We are familiar with the benefits of oats and quinoa for our health. When adding some spices and spinach, the flavors come alive. Oats are a whole-grain food loaded with vitamins. They are a good source of fiber, fat and protein which are all good for us. They include vitamins like Manganese, Magnesium, Copper, Phosphorus and Iron to name a few.
Quinoa on the other side has plenty benefits of its own. Quinoa is one of the world’s most popular health foods. Quinoa is gluten-free, high in protein and one of the few plant foods that contain all nine essential amino acids. It is also high in fiber, magnesium, B vitamins, iron, potassium, calcium, phosphorus, vitamin E and various beneficial antioxidants.
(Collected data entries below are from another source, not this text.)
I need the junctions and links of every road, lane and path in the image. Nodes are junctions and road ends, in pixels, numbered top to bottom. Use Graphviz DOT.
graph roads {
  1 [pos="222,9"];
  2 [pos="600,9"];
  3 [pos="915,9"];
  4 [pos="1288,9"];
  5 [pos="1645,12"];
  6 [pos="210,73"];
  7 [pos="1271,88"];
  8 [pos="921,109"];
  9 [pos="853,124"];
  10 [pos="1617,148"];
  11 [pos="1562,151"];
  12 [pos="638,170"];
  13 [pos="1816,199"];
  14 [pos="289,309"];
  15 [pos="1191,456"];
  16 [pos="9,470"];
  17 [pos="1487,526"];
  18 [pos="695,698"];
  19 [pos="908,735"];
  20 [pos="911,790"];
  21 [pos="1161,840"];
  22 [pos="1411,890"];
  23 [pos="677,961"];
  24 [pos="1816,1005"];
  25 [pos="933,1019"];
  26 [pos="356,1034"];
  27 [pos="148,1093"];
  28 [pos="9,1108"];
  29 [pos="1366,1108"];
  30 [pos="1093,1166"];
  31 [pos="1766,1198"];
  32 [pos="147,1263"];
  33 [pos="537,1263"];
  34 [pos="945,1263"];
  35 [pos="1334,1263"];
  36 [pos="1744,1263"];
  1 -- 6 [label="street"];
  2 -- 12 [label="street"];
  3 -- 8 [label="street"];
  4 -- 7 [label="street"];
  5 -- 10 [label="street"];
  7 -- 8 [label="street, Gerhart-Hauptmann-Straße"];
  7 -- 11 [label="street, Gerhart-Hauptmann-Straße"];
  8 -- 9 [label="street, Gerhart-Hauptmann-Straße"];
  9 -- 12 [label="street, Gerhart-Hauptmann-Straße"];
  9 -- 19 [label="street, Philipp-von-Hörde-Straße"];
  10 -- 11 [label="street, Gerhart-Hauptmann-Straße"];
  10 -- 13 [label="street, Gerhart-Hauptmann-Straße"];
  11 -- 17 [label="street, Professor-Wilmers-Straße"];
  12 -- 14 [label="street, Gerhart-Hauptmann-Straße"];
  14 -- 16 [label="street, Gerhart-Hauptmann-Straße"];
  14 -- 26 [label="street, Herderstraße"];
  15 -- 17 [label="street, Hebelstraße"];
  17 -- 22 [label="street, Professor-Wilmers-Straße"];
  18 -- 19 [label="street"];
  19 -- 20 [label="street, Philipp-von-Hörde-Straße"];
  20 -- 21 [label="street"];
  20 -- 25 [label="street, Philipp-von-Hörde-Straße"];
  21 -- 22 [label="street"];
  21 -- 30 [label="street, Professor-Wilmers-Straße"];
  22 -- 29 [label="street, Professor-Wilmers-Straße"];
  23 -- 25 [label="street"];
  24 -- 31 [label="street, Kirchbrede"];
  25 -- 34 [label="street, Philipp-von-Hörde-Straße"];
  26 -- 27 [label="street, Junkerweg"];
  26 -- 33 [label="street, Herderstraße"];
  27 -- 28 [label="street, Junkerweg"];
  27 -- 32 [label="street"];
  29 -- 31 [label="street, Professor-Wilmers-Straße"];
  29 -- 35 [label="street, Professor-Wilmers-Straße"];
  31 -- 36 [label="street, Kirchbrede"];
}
I and my husband are a fan of Spinach and try to make our kids a fan too. We watched a lot episodes of – Popeye the sailor man. phoo-phoo.
1 cup spinach; blanched
1 small onion; chopped
1 tbsp fresh ginger; chopped
2 garlic cloves; chopped
2/3 cup oats flour
1/3 cup quinoa flour
1/4 tsp Turmeric Powder
1/4 tsp Garam Masala
1/4 tsp red chili powder
1/2 tsp sea salt
1/2 cup water
1. In a blender, add blanched spinach, onion, ginger, and garlic. Blend to make a puree.
2. Take a mixing bowl. Add oat flour, quinoa flour, turmeric powder, garam masala, red chili powder, salt and puree from the blender.
3. Add water slowly into the mixture and mix well. (Do not add too much water as you don’t want your batter to be too watery.) Make sure the batter is of medium consistency.
4. Place the skillet on a medium heat.
5. Pour 2 tbsp of batter on the heated skillet.
6. Using the same spoon, spread the batter evenly in the shape of a circle.
7. Notice the batter is drying from the top and the sides are turning light brown in color, flip cheela (crepe). Press with the spatula so cheela (crepe) cooks evenly.
8. Flip back again (notice light brown patches from previous steps)
9. Flip based on your preference/crispness for 2-3 minutes (depends how crisp you like your crepes.)
10. Serve cheela (crepe) with green chutney or pickles
With the leftover crepe batter, make half-cooked crepes and keep them in the fridge. Crisp them whenever you feel hungry. Enjoy them with chutneys, pickles, or yogurt.
Just a quick DIY tip, in case you are out of oat and quinoa flour, just grind them in your food processor. I use Vitamix.